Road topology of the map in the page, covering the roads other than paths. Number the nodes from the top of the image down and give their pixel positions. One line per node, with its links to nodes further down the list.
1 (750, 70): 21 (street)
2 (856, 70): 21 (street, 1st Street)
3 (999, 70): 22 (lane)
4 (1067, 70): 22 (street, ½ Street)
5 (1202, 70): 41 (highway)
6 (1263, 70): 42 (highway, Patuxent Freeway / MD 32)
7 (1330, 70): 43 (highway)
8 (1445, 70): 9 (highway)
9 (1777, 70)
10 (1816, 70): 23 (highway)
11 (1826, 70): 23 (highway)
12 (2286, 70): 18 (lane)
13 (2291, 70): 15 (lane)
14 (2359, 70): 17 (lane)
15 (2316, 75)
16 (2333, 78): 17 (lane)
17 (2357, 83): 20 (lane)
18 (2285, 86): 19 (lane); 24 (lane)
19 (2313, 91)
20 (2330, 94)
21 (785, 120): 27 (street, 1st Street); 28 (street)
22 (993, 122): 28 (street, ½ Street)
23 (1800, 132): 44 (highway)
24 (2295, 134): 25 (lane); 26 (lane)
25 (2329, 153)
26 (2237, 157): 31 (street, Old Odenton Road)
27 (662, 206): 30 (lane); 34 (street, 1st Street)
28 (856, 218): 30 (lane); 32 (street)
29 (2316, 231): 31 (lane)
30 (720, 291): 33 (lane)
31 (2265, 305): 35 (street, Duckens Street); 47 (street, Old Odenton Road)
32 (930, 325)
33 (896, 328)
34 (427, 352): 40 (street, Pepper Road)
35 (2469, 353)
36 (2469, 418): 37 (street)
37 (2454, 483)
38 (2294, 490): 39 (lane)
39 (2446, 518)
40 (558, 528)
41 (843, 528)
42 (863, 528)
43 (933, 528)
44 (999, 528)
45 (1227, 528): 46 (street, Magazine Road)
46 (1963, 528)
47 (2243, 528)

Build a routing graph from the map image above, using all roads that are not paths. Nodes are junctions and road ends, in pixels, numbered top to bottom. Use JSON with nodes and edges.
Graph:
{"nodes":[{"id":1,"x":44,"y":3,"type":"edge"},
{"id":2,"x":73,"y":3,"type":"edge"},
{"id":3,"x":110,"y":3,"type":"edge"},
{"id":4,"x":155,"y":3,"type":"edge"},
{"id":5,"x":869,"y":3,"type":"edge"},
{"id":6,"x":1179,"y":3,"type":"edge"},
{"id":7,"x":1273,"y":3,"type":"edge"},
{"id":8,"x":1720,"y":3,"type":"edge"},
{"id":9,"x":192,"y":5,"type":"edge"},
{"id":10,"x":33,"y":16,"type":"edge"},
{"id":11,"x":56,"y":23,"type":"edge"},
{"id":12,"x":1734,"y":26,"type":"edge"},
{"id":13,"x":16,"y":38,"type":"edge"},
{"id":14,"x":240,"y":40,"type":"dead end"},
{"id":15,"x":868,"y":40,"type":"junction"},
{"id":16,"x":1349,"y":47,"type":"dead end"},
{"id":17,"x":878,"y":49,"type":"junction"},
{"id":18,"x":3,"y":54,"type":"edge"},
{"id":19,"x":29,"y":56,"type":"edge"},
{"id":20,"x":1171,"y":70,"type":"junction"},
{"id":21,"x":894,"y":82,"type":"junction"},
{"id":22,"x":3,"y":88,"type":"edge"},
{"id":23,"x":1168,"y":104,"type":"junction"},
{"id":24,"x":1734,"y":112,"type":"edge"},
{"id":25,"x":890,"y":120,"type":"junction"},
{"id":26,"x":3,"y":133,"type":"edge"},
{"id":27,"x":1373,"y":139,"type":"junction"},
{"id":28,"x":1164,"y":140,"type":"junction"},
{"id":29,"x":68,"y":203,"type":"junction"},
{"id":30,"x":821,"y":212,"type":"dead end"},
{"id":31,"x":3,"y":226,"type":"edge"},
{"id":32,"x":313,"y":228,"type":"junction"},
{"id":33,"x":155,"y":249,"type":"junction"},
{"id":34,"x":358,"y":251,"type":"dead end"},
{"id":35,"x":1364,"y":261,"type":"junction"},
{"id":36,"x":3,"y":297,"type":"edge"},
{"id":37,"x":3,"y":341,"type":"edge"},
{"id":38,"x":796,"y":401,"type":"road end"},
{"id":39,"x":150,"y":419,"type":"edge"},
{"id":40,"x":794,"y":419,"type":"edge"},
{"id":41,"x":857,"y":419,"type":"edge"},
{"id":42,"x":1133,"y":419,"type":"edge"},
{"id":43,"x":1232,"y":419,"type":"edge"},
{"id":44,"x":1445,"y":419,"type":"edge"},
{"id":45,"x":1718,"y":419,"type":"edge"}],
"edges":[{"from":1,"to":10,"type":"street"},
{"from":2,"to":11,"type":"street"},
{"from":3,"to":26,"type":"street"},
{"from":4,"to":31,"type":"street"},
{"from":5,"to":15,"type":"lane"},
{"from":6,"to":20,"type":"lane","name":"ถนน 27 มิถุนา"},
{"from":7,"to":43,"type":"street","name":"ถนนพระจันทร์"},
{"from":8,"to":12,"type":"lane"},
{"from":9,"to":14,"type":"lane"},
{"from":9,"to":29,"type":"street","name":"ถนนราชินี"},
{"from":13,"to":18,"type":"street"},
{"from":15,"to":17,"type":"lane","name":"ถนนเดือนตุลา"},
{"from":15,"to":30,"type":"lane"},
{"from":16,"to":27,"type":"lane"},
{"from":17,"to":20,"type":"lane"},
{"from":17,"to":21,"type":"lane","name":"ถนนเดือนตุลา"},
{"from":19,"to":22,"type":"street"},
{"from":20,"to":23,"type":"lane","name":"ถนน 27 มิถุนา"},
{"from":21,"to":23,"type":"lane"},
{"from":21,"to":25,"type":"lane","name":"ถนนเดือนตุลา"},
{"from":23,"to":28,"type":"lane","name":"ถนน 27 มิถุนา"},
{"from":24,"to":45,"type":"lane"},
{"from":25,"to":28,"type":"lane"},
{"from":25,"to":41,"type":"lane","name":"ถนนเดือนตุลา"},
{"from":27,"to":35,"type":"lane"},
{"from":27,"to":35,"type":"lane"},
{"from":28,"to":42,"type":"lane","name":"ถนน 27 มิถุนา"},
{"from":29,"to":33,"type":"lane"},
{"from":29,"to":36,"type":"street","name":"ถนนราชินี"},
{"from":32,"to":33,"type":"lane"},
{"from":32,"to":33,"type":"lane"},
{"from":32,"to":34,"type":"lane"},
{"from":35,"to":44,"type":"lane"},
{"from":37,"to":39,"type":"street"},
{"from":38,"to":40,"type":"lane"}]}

+===+

**What is needed:**
Without any alteration, repeat each entry shown above.

**Answer below:**
Road topology of the map in the page, covering the roads other than paths. Number the nodes from the top of the image down and give their pixel positions. One line per node, with its links to nodes further down the list.
1 (750, 70): 21 (street)
2 (856, 70): 21 (street, 1st Street)
3 (999, 70): 22 (lane)
4 (1067, 70): 22 (street, ½ Street)
5 (1202, 70): 41 (highway)
6 (1263, 70): 42 (highway, Patuxent Freeway / MD 32)
7 (1330, 70): 43 (highway)
8 (1445, 70): 9 (highway)
9 (1777, 70)
10 (1816, 70): 23 (highway)
11 (1826, 70): 23 (highway)
12 (2286, 70): 18 (lane)
13 (2291, 70): 15 (lane)
14 (2359, 70): 17 (lane)
15 (2316, 75)
16 (2333, 78): 17 (lane)
17 (2357, 83): 20 (lane)
18 (2285, 86): 19 (lane); 24 (lane)
19 (2313, 91)
20 (2330, 94)
21 (785, 120): 27 (street, 1st Street); 28 (street)
22 (993, 122): 28 (street, ½ Street)
23 (1800, 132): 44 (highway)
24 (2295, 134): 25 (lane); 26 (lane)
25 (2329, 153)
26 (2237, 157): 31 (street, Old Odenton Road)
27 (662, 206): 30 (lane); 34 (street, 1st Street)
28 (856, 218): 30 (lane); 32 (street)
29 (2316, 231): 31 (lane)
30 (720, 291): 33 (lane)
31 (2265, 305): 35 (street, Duckens Street); 47 (street, Old Odenton Road)
32 (930, 325)
33 (896, 328)
34 (427, 352): 40 (street, Pepper Road)
35 (2469, 353)
36 (2469, 418): 37 (street)
37 (2454, 483)
38 (2294, 490): 39 (lane)
39 (2446, 518)
40 (558, 528)
41 (843, 528)
42 (863, 528)
43 (933, 528)
44 (999, 528)
45 (1227, 528): 46 (street, Magazine Road)
46 (1963, 528)
47 (2243, 528)

Build a routing graph from the map image above, using all roads that are not paths. Nodes are junctions and road ends, in pixels, numbered top to bottom. Use JSON with nodes and edges.
Graph:
{"nodes":[{"id":1,"x":44,"y":3,"type":"edge"},
{"id":2,"x":73,"y":3,"type":"edge"},
{"id":3,"x":110,"y":3,"type":"edge"},
{"id":4,"x":155,"y":3,"type":"edge"},
{"id":5,"x":869,"y":3,"type":"edge"},
{"id":6,"x":1179,"y":3,"type":"edge"},
{"id":7,"x":1273,"y":3,"type":"edge"},
{"id":8,"x":1720,"y":3,"type":"edge"},
{"id":9,"x":192,"y":5,"type":"edge"},
{"id":10,"x":33,"y":16,"type":"edge"},
{"id":11,"x":56,"y":23,"type":"edge"},
{"id":12,"x":1734,"y":26,"type":"edge"},
{"id":13,"x":16,"y":38,"type":"edge"},
{"id":14,"x":240,"y":40,"type":"dead end"},
{"id":15,"x":868,"y":40,"type":"junction"},
{"id":16,"x":1349,"y":47,"type":"dead end"},
{"id":17,"x":878,"y":49,"type":"junction"},
{"id":18,"x":3,"y":54,"type":"edge"},
{"id":19,"x":29,"y":56,"type":"edge"},
{"id":20,"x":1171,"y":70,"type":"junction"},
{"id":21,"x":894,"y":82,"type":"junction"},
{"id":22,"x":3,"y":88,"type":"edge"},
{"id":23,"x":1168,"y":104,"type":"junction"},
{"id":24,"x":1734,"y":112,"type":"edge"},
{"id":25,"x":890,"y":120,"type":"junction"},
{"id":26,"x":3,"y":133,"type":"edge"},
{"id":27,"x":1373,"y":139,"type":"junction"},
{"id":28,"x":1164,"y":140,"type":"junction"},
{"id":29,"x":68,"y":203,"type":"junction"},
{"id":30,"x":821,"y":212,"type":"dead end"},
{"id":31,"x":3,"y":226,"type":"edge"},
{"id":32,"x":313,"y":228,"type":"junction"},
{"id":33,"x":155,"y":249,"type":"junction"},
{"id":34,"x":358,"y":251,"type":"dead end"},
{"id":35,"x":1364,"y":261,"type":"junction"},
{"id":36,"x":3,"y":297,"type":"edge"},
{"id":37,"x":3,"y":341,"type":"edge"},
{"id":38,"x":796,"y":401,"type":"road end"},
{"id":39,"x":150,"y":419,"type":"edge"},
{"id":40,"x":794,"y":419,"type":"edge"},
{"id":41,"x":857,"y":419,"type":"edge"},
{"id":42,"x":1133,"y":419,"type":"edge"},
{"id":43,"x":1232,"y":419,"type":"edge"},
{"id":44,"x":1445,"y":419,"type":"edge"},
{"id":45,"x":1718,"y":419,"type":"edge"}],
"edges":[{"from":1,"to":10,"type":"street"},
{"from":2,"to":11,"type":"street"},
{"from":3,"to":26,"type":"street"},
{"from":4,"to":31,"type":"street"},
{"from":5,"to":15,"type":"lane"},
{"from":6,"to":20,"type":"lane","name":"ถนน 27 มิถุนา"},
{"from":7,"to":43,"type":"street","name":"ถนนพระจันทร์"},
{"from":8,"to":12,"type":"lane"},
{"from":9,"to":14,"type":"lane"},
{"from":9,"to":29,"type":"street","name":"ถนนราชินี"},
{"from":13,"to":18,"type":"street"},
{"from":15,"to":17,"type":"lane","name":"ถนนเดือนตุลา"},
{"from":15,"to":30,"type":"lane"},
{"from":16,"to":27,"type":"lane"},
{"from":17,"to":20,"type":"lane"},
{"from":17,"to":21,"type":"lane","name":"ถนนเดือนตุลา"},
{"from":19,"to":22,"type":"street"},
{"from":20,"to":23,"type":"lane","name":"ถนน 27 มิถุนา"},
{"from":21,"to":23,"type":"lane"},
{"from":21,"to":25,"type":"lane","name":"ถนนเดือนตุลา"},
{"from":23,"to":28,"type":"lane","name":"ถนน 27 มิถุนา"},
{"from":24,"to":45,"type":"lane"},
{"from":25,"to":28,"type":"lane"},
{"from":25,"to":41,"type":"lane","name":"ถนนเดือนตุลา"},
{"from":27,"to":35,"type":"lane"},
{"from":27,"to":35,"type":"lane"},
{"from":28,"to":42,"type":"lane","name":"ถนน 27 มิถุนา"},
{"from":29,"to":33,"type":"lane"},
{"from":29,"to":36,"type":"street","name":"ถนนราชินี"},
{"from":32,"to":33,"type":"lane"},
{"from":32,"to":33,"type":"lane"},
{"from":32,"to":34,"type":"lane"},
{"from":35,"to":44,"type":"lane"},
{"from":37,"to":39,"type":"street"},
{"from":38,"to":40,"type":"lane"}]}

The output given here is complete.